Zsolt Bikadi and Eszter Hazai, VirtuaDrug Ltd., Hungary

Human serum albumin (HSA), the most abundant plasma protein is well known for its extraordinary binding capacity for both endogenous and exogenous substances, including a wide range of drugs. Interaction with the two principal binding sites of HSA in subdomain IIA (site 1) and in subdomain IIIA (site 2) controls the free, active concentration of a drug, provides a reservoir for a long duration of action and ultimately affects the ADME profile. Due to the continuous demand to investigate HSA binding properties of novel drugs, drug candidates and drug-like compounds, a Support Vector Machine (SVM) model was developed that efficiently predicts albumin binding. Our SVM model was integrated to a free, web-based prediction platform (http://albumin.althotas.com). Automated molecular docking calculations for prediction of complex geometry are also integrated into the web service.

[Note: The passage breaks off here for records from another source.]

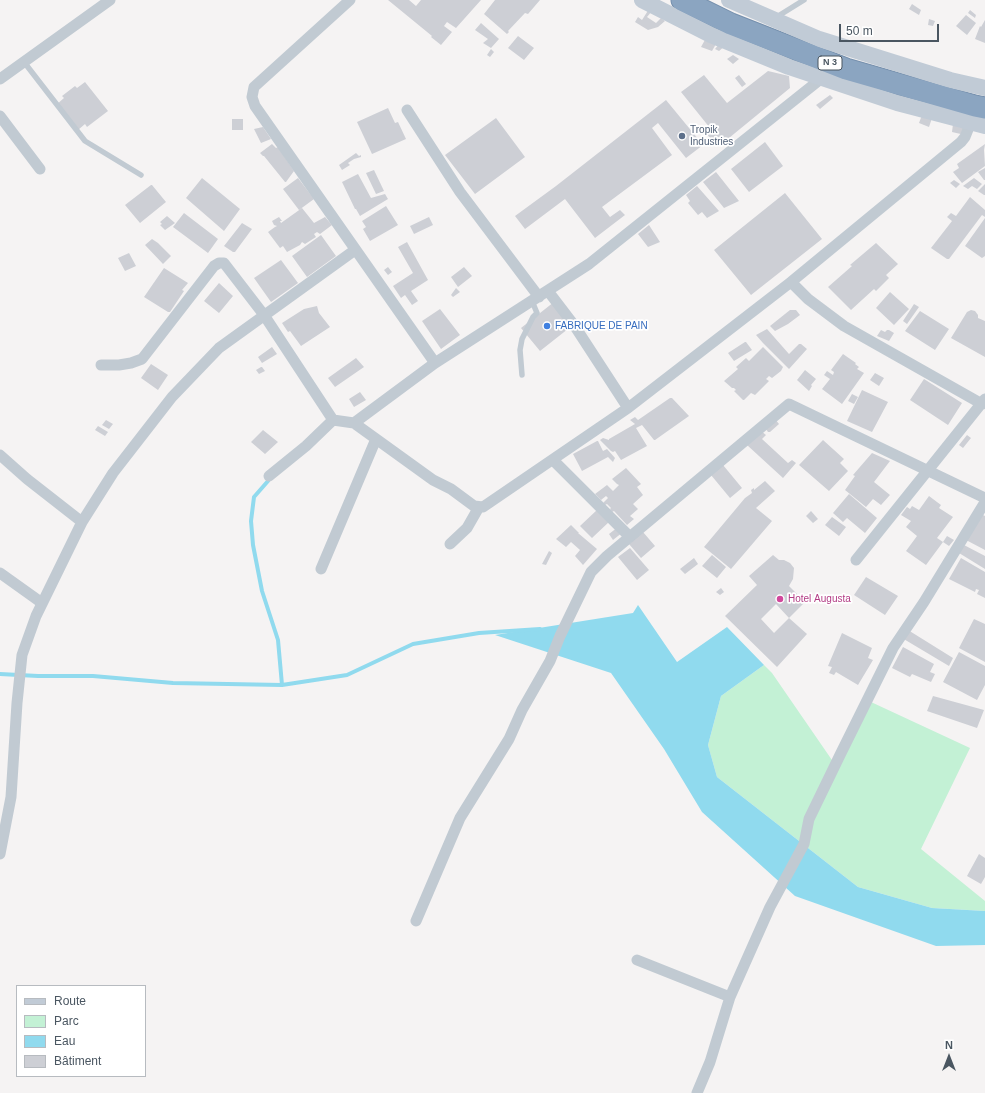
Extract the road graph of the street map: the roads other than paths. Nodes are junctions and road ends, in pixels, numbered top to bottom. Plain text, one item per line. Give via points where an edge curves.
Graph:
1 (110, 0) edge
2 (350, 0) edge
3 (642, 0) edge
4 (682, 0) edge
5 (729, 0) edge
6 (804, 0) edge
7 (773, 20) junction
8 (24, 62) junction
9 (822, 78) junction
10 (0, 79) edge
11 (985, 88) edge
12 (406, 110) dead end
13 (0, 116) edge
14 (980, 119) edge
15 (40, 169) dead end
16 (142, 175) dead end
17 (355, 250) junction
18 (791, 282) junction
19 (540, 296) junction
20 (264, 315) junction
21 (435, 363) junction
22 (101, 365) dead end
23 (522, 375) dead end
24 (983, 402) edge
25 (628, 408) junction
26 (333, 420) junction
27 (354, 423) junction
28 (376, 439) junction
29 (0, 455) edge
30 (553, 460) junction
31 (928, 470) junction
32 (269, 476) dead end
33 (985, 498) edge
34 (985, 502) edge
35 (479, 507) junction
36 (82, 522) junction
37 (630, 537) junction
38 (450, 544) dead end
39 (856, 560) dead end
40 (321, 569) dead end
41 (0, 573) edge
42 (42, 603) junction
43 (0, 854) edge
44 (416, 922) dead end
45 (638, 960) dead end
46 (730, 997) junction
47 (697, 1093) edge

1 - 8 street
2 - 17 street via 254,87 252,97 254,106
3 - 9 main road via 711,35
4 - 14 highway, N 3 via 731,24 846,69 976,106
5 - 7 main road
6 - 7 lane
7 - 11 main road via 819,39 950,80
8 - 10 street
8 - 16 lane via 84,141
9 - 14 main road via 897,103
9 - 19 street via 589,264
12 - 19 street via 460,192
13 - 15 street
14 - 18 street via 961,142
17 - 20 street
17 - 21 street
18 - 24 street via 808,299 844,326
18 - 25 street
19 - 21 street
19 - 23 lane via 537,313 522,339
19 - 25 street via 574,325
20 - 22 street via 224,263 219,263 214,266 142,359 120,366
20 - 26 street
20 - 36 street via 219,348 172,397 113,473
21 - 27 street
24 - 31 street
25 - 30 street
26 - 27 street
26 - 32 street
27 - 28 street
28 - 35 street via 432,480
28 - 40 street
29 - 36 street
30 - 35 street via 483,507
30 - 37 street
31 - 33 street
31 - 37 street via 789,404
31 - 39 street
34 - 46 street via 893,648 809,819 804,844 770,907
35 - 38 street via 468,528
36 - 42 street
37 - 44 street via 591,572 550,661 509,739 460,818
41 - 42 street
42 - 43 street via 22,655 11,797
45 - 46 street
46 - 47 street via 710,1062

The platform enables the users i.) to predict if albumin binds the query ligand ii.) to determine the probable ligand binding site (site 1 or site 2) iii.) to select the albumin X-ray structure which is complexed with the most similar ligand iv.) calculate complex geometry using molecular docking calculations. Our SVM model and the potential offered by the combined use of in silico calculation methods and experimental binding data is illustrated.